**Saved data entries**
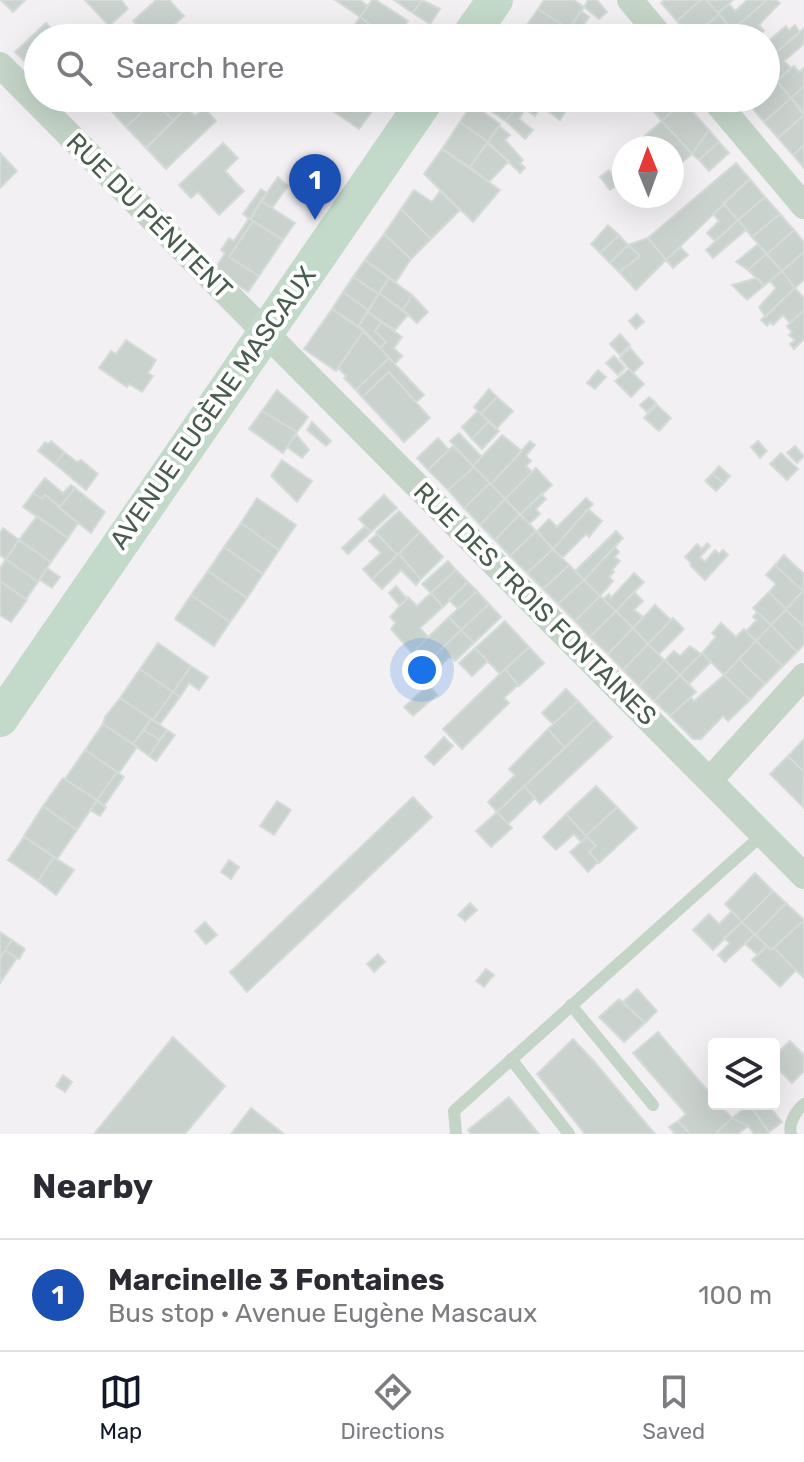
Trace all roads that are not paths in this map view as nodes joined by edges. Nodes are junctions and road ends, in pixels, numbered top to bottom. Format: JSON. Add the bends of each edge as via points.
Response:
{"nodes":[{"id":1,"x":495,"y":0,"type":"edge"},
{"id":2,"x":630,"y":0,"type":"edge"},
{"id":3,"x":478,"y":24,"type":"edge"},
{"id":4,"x":650,"y":24,"type":"edge"},
{"id":5,"x":0,"y":65,"type":"edge"},
{"id":6,"x":24,"y":89,"type":"edge"},
{"id":7,"x":46,"y":112,"type":"edge"},
{"id":8,"x":417,"y":112,"type":"edge"},
{"id":9,"x":725,"y":112,"type":"edge"},
{"id":10,"x":804,"y":206,"type":"edge"},
{"id":11,"x":264,"y":334,"type":"junction"},
{"id":12,"x":804,"y":676,"type":"edge"},
{"id":13,"x":0,"y":719,"type":"edge"},
{"id":14,"x":710,"y":780,"type":"junction"},
{"id":15,"x":763,"y":834,"type":"junction"},
{"id":16,"x":804,"y":876,"type":"edge"},
{"id":17,"x":571,"y":1005,"type":"junction"},
{"id":18,"x":511,"y":1059,"type":"junction"},
{"id":19,"x":804,"y":1104,"type":"edge"},
{"id":20,"x":653,"y":1105,"type":"dead end"},
{"id":21,"x":456,"y":1134,"type":"edge"},
{"id":22,"x":569,"y":1134,"type":"edge"},
{"id":23,"x":791,"y":1134,"type":"edge"}],
"edges":[{"from":1,"to":3,"type":"main road"},
{"from":2,"to":4,"type":"street"},
{"from":5,"to":6,"type":"street","name":"RUE DU PÉNITENT"},
{"from":7,"to":11,"type":"street","name":"RUE DU PÉNITENT"},
{"from":8,"to":11,"type":"main road","name":"AVENUE EUGÈNE MASCAUX"},
{"from":9,"to":10,"type":"street"},
{"from":11,"to":13,"type":"main road","name":"AVENUE EUGÈNE MASCAUX"},
{"from":11,"to":14,"type":"street","name":"RUE DES TROIS FONTAINES"},
{"from":12,"to":14,"type":"street"},
{"from":14,"to":15,"type":"street","name":"RUE DES TROIS FONTAINES"},
{"from":15,"to":16,"type":"street","name":"RUE DES TROIS FONTAINES"},
{"from":15,"to":17,"type":"lane"},
{"from":17,"to":18,"type":"lane"},
{"from":17,"to":20,"type":"lane"},
{"from":18,"to":21,"type":"lane","via":[[454,1111]]},
{"from":18,"to":22,"type":"lane"},
{"from":19,"to":23,"type":"lane","via":[[796,1110]]}]}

**The problem**
Leave out the pictures and output every record above precisely as given.

**Result for this exercise**
Trace all roads that are not paths in this map view as nodes joined by edges. Nodes are junctions and road ends, in pixels, numbered top to bottom. Format: JSON. Add the bends of each edge as via points.
Response:
{"nodes":[{"id":1,"x":495,"y":0,"type":"edge"},
{"id":2,"x":630,"y":0,"type":"edge"},
{"id":3,"x":478,"y":24,"type":"edge"},
{"id":4,"x":650,"y":24,"type":"edge"},
{"id":5,"x":0,"y":65,"type":"edge"},
{"id":6,"x":24,"y":89,"type":"edge"},
{"id":7,"x":46,"y":112,"type":"edge"},
{"id":8,"x":417,"y":112,"type":"edge"},
{"id":9,"x":725,"y":112,"type":"edge"},
{"id":10,"x":804,"y":206,"type":"edge"},
{"id":11,"x":264,"y":334,"type":"junction"},
{"id":12,"x":804,"y":676,"type":"edge"},
{"id":13,"x":0,"y":719,"type":"edge"},
{"id":14,"x":710,"y":780,"type":"junction"},
{"id":15,"x":763,"y":834,"type":"junction"},
{"id":16,"x":804,"y":876,"type":"edge"},
{"id":17,"x":571,"y":1005,"type":"junction"},
{"id":18,"x":511,"y":1059,"type":"junction"},
{"id":19,"x":804,"y":1104,"type":"edge"},
{"id":20,"x":653,"y":1105,"type":"dead end"},
{"id":21,"x":456,"y":1134,"type":"edge"},
{"id":22,"x":569,"y":1134,"type":"edge"},
{"id":23,"x":791,"y":1134,"type":"edge"}],
"edges":[{"from":1,"to":3,"type":"main road"},
{"from":2,"to":4,"type":"street"},
{"from":5,"to":6,"type":"street","name":"RUE DU PÉNITENT"},
{"from":7,"to":11,"type":"street","name":"RUE DU PÉNITENT"},
{"from":8,"to":11,"type":"main road","name":"AVENUE EUGÈNE MASCAUX"},
{"from":9,"to":10,"type":"street"},
{"from":11,"to":13,"type":"main road","name":"AVENUE EUGÈNE MASCAUX"},
{"from":11,"to":14,"type":"street","name":"RUE DES TROIS FONTAINES"},
{"from":12,"to":14,"type":"street"},
{"from":14,"to":15,"type":"street","name":"RUE DES TROIS FONTAINES"},
{"from":15,"to":16,"type":"street","name":"RUE DES TROIS FONTAINES"},
{"from":15,"to":17,"type":"lane"},
{"from":17,"to":18,"type":"lane"},
{"from":17,"to":20,"type":"lane"},
{"from":18,"to":21,"type":"lane","via":[[454,1111]]},
{"from":18,"to":22,"type":"lane"},
{"from":19,"to":23,"type":"lane","via":[[796,1110]]}]}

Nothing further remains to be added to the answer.